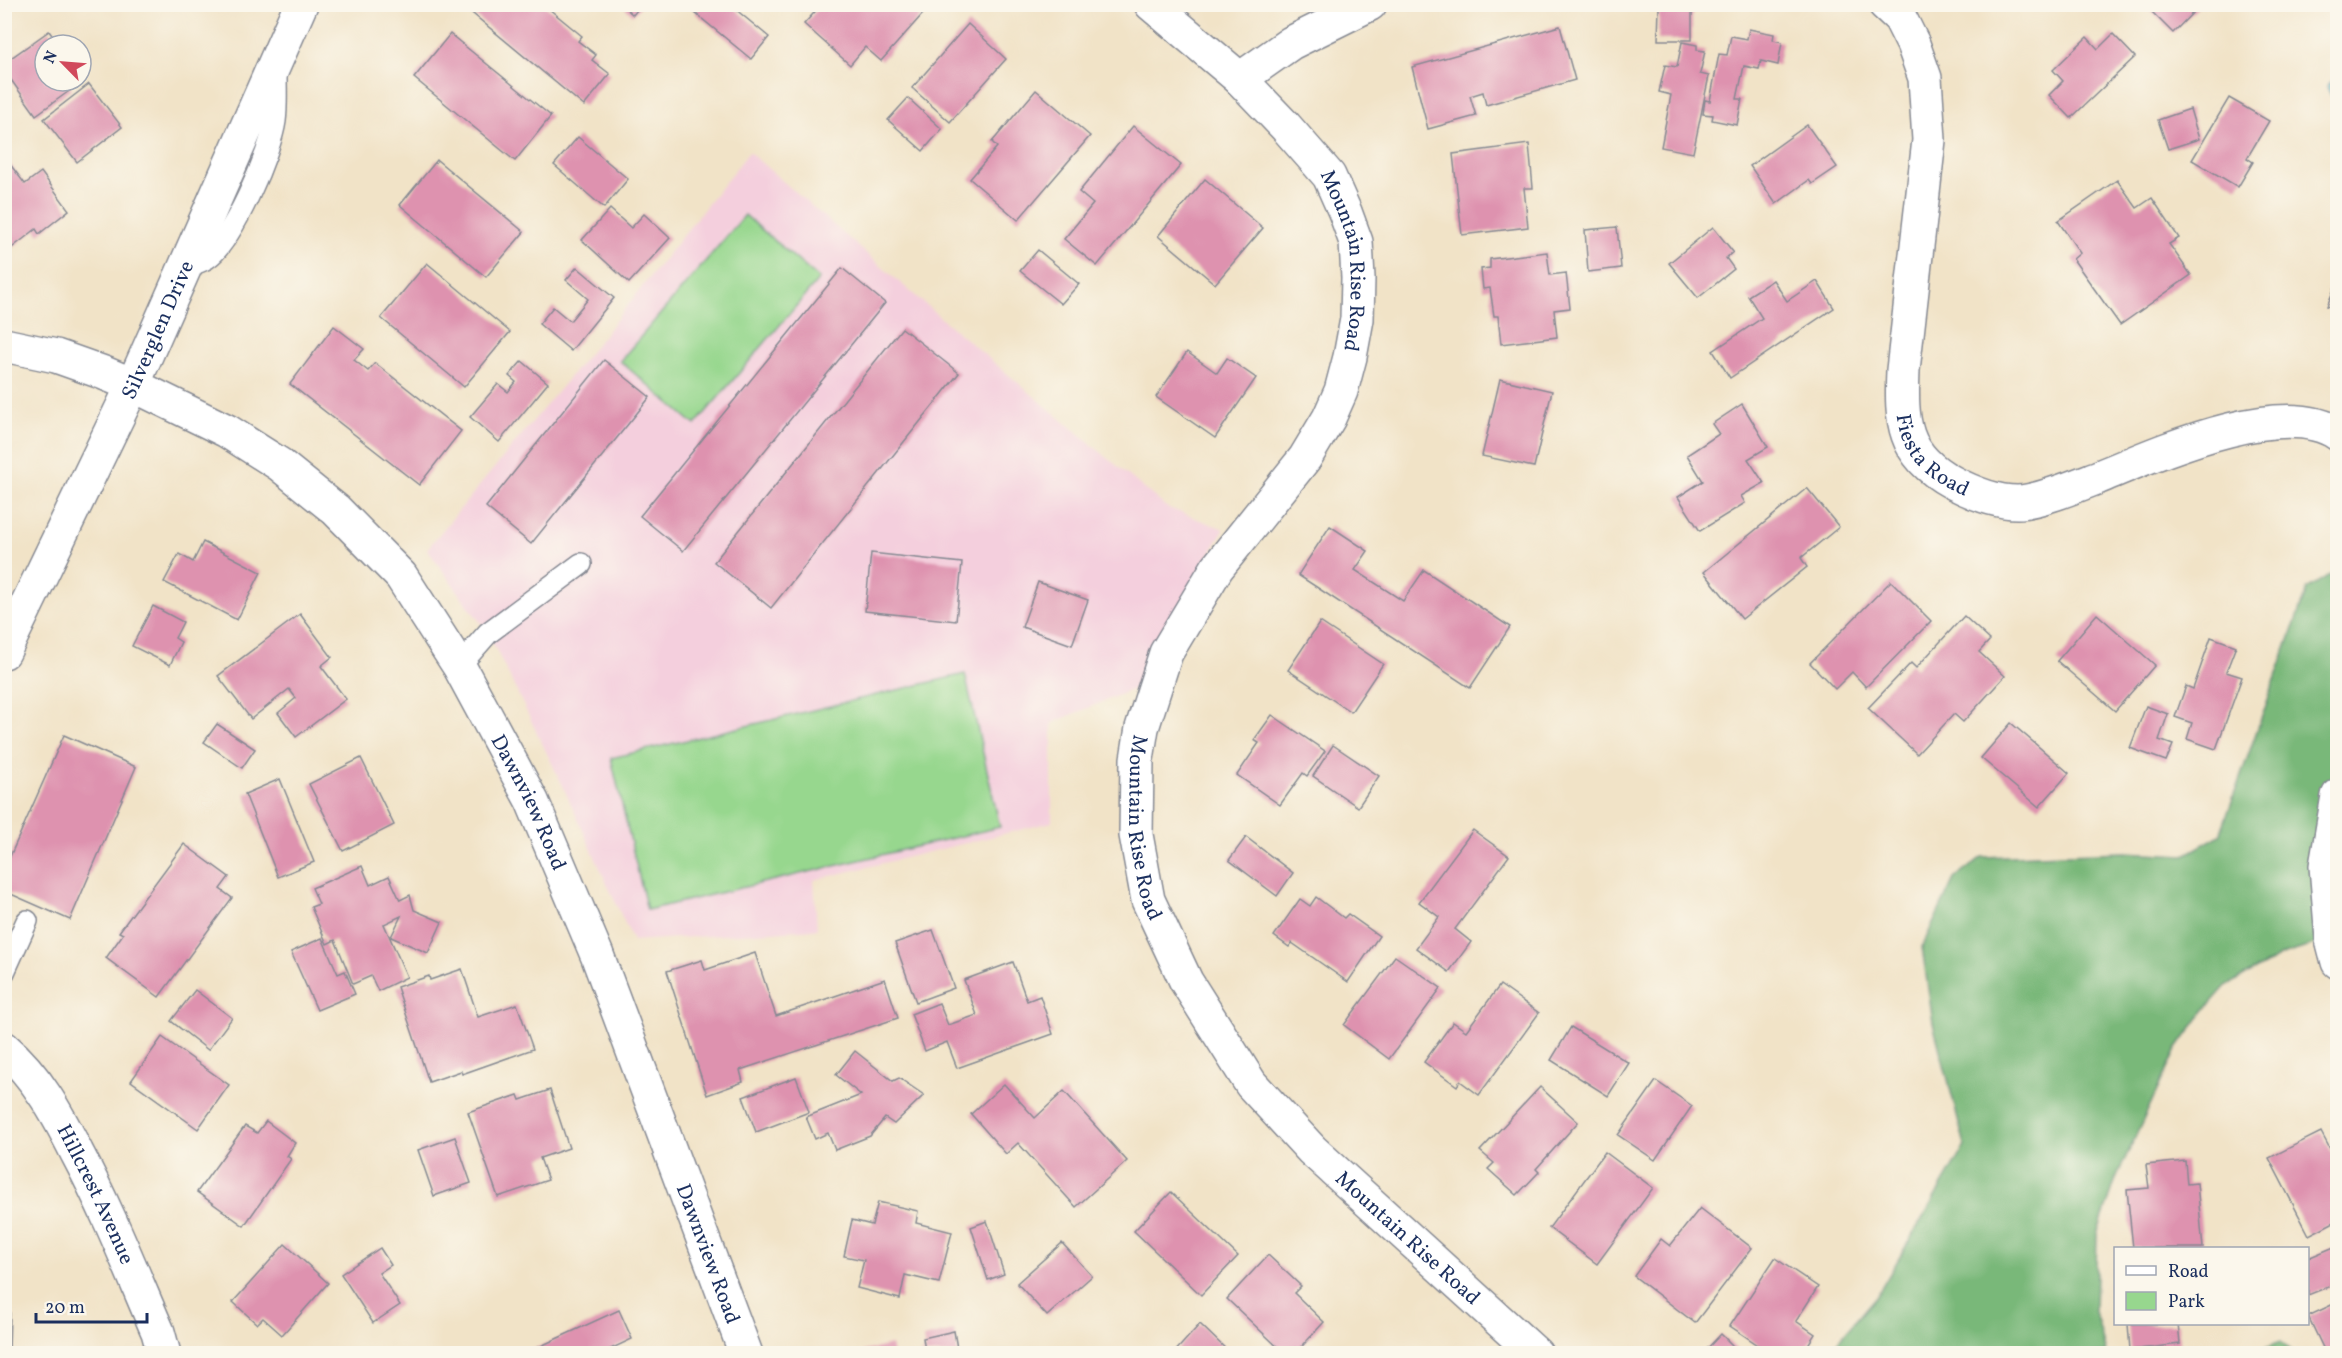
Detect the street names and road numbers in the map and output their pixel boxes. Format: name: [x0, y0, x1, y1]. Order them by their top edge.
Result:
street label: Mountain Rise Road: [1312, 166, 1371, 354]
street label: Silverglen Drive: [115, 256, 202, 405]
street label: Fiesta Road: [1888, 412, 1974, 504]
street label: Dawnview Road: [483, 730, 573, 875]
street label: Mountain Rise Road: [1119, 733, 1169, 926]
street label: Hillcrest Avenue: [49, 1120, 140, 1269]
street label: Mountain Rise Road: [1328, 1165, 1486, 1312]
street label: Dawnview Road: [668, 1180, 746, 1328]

* * * * * * * * *

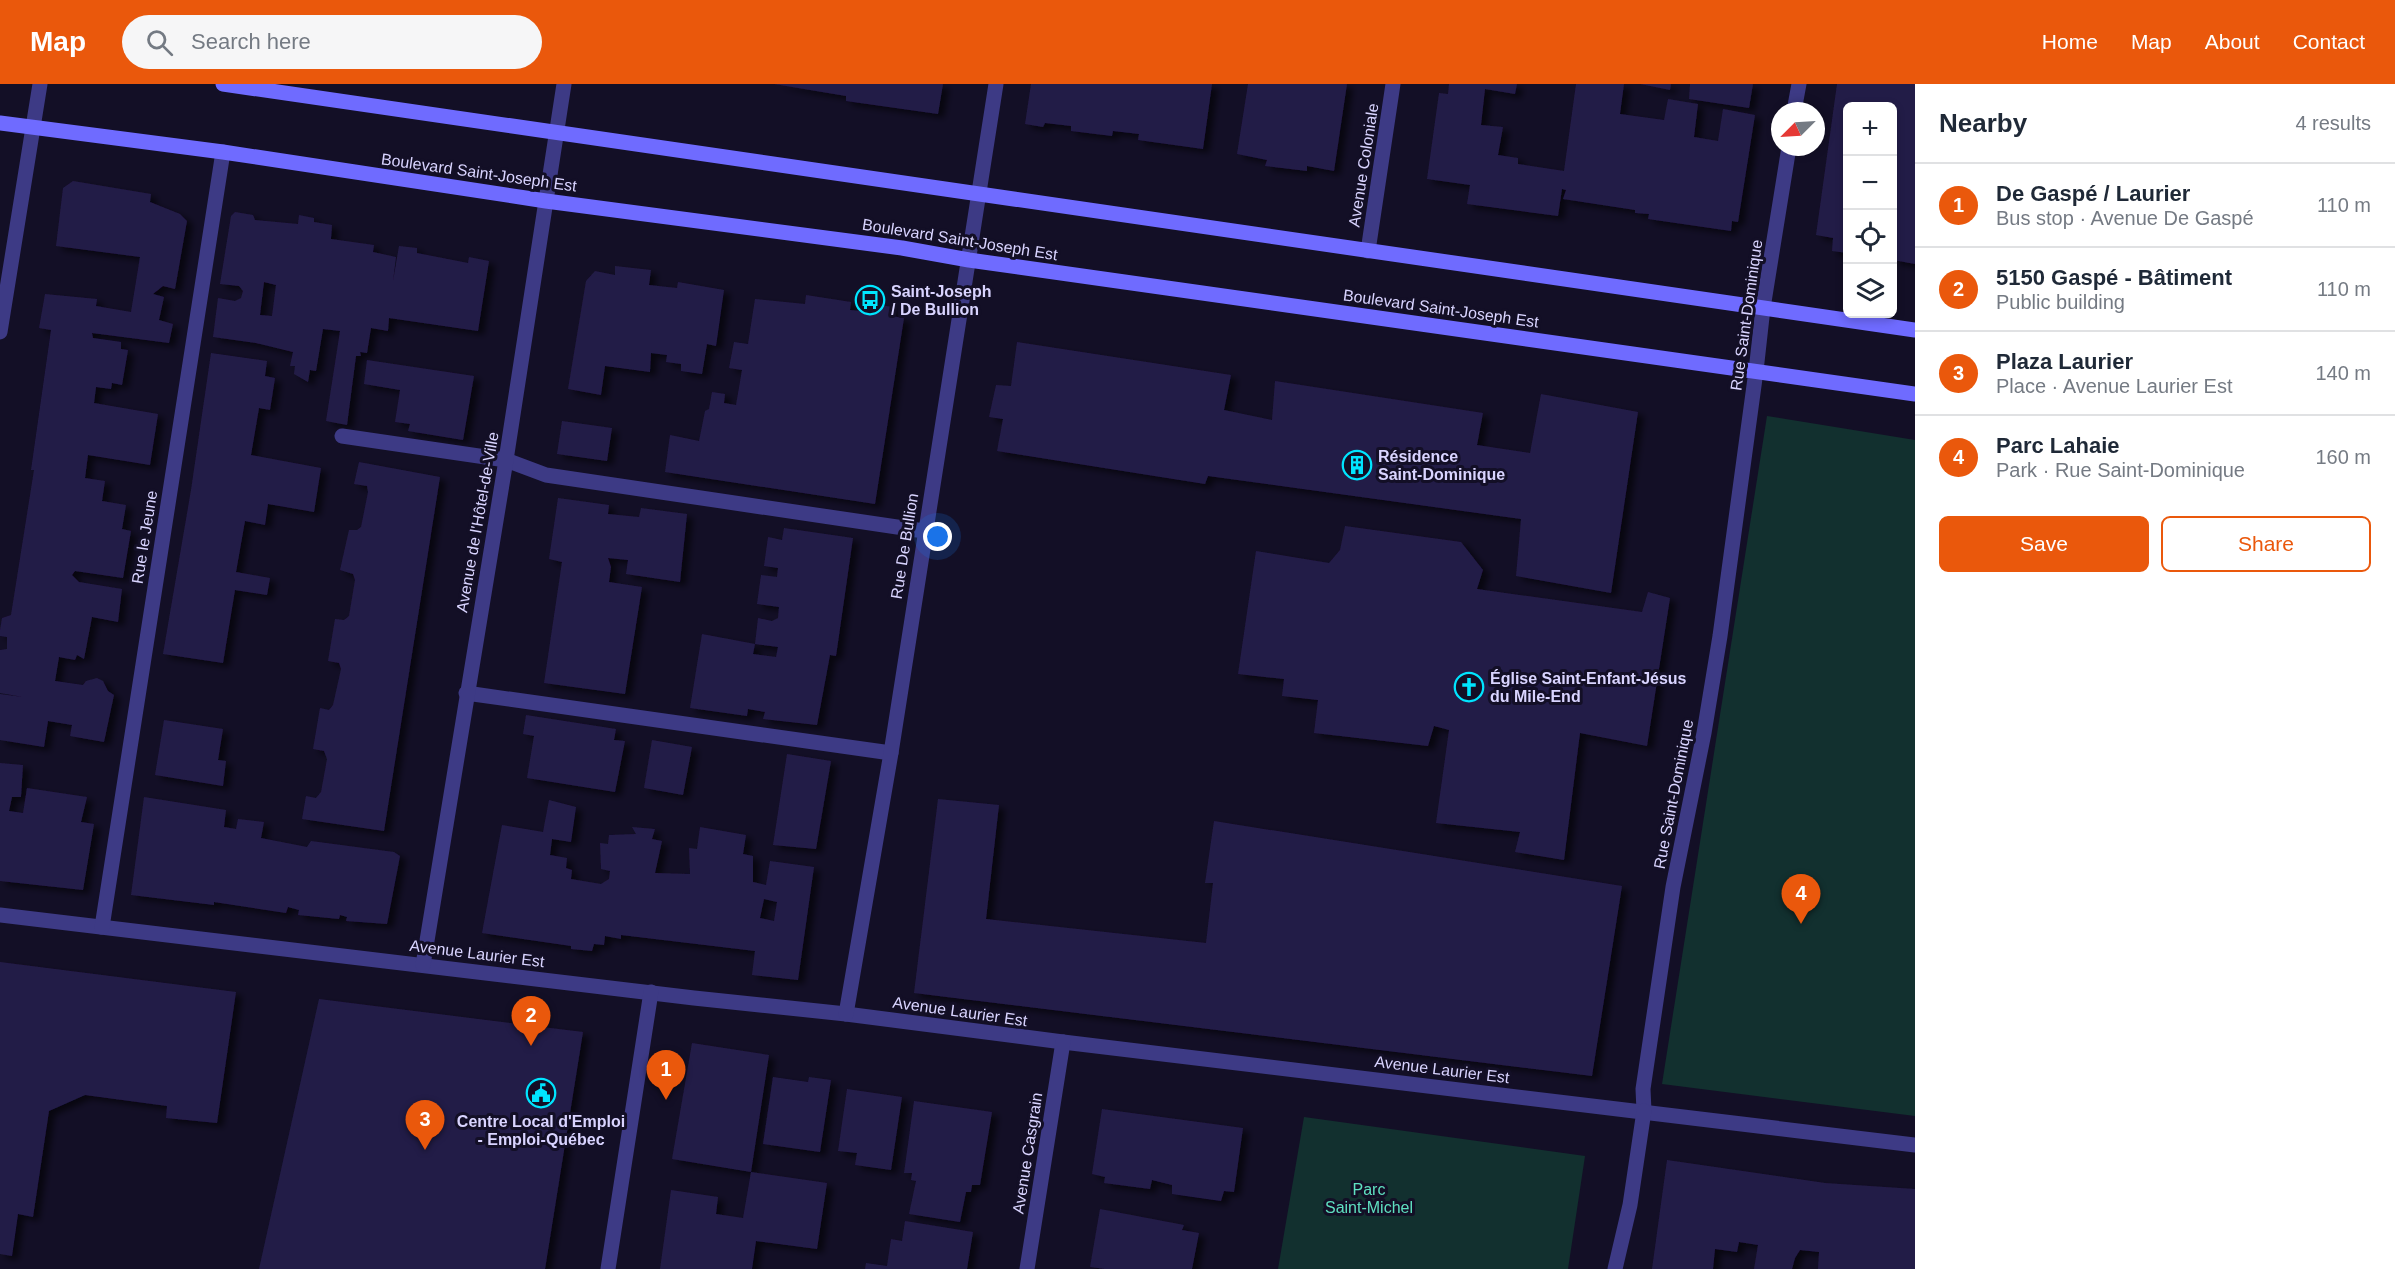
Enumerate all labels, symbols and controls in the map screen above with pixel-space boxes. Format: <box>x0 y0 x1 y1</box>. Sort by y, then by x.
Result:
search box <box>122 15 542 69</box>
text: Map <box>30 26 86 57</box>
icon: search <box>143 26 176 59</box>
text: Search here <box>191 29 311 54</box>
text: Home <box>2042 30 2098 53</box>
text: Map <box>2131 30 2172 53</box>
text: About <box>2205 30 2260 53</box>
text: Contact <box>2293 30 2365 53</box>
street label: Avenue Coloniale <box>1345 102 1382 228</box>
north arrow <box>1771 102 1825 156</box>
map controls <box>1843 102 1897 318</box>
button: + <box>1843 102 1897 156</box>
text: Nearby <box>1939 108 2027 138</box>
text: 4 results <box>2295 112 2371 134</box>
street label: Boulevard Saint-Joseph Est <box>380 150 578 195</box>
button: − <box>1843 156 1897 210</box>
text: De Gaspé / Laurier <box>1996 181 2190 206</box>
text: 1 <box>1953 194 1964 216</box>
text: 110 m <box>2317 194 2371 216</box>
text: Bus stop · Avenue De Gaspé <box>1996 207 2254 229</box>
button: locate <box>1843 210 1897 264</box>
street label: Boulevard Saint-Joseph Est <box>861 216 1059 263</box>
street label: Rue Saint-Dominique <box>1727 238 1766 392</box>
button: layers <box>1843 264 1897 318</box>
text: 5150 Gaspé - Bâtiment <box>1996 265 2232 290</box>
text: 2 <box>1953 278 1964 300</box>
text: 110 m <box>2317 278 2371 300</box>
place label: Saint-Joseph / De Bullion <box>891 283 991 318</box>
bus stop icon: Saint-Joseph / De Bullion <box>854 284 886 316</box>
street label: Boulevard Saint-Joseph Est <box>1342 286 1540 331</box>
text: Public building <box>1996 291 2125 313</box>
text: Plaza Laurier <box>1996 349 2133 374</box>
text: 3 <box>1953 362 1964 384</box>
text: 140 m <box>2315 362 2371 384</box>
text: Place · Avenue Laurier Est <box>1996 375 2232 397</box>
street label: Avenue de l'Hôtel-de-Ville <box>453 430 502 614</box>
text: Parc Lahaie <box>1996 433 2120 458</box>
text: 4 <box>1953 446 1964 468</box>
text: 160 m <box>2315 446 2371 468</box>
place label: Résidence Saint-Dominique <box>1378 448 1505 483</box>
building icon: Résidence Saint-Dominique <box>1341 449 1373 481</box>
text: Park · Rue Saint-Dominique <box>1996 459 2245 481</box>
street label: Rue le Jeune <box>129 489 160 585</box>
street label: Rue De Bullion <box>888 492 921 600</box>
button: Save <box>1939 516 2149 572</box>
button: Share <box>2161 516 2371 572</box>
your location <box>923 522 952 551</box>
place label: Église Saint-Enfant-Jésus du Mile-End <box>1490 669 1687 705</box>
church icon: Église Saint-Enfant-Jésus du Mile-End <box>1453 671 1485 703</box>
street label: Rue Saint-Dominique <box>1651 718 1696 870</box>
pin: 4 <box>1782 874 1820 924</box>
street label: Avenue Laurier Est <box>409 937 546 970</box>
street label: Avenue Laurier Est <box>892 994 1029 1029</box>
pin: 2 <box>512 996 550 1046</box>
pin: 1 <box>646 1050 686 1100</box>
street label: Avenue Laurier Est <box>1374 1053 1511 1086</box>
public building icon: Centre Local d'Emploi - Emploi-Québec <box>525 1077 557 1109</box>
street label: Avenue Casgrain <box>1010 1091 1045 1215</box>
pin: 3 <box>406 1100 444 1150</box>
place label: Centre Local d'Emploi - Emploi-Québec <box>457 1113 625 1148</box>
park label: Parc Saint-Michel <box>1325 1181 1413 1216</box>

* * * * * * * * *

» **Instructions to follow**
Every line of the listing that includes the word "boxes" forms the answer.

» **Task answer**
Detect the street names and road numbers in the map and output their pixel boxes. Format: name: [x0, y0, x1, y1]. Order them by their top edge.
Enumerate all labels, symbols and controls in the map screen above with pixel-space boxes. Format: <box>x0 y0 x1 y1</box>. Sort by y, then by x.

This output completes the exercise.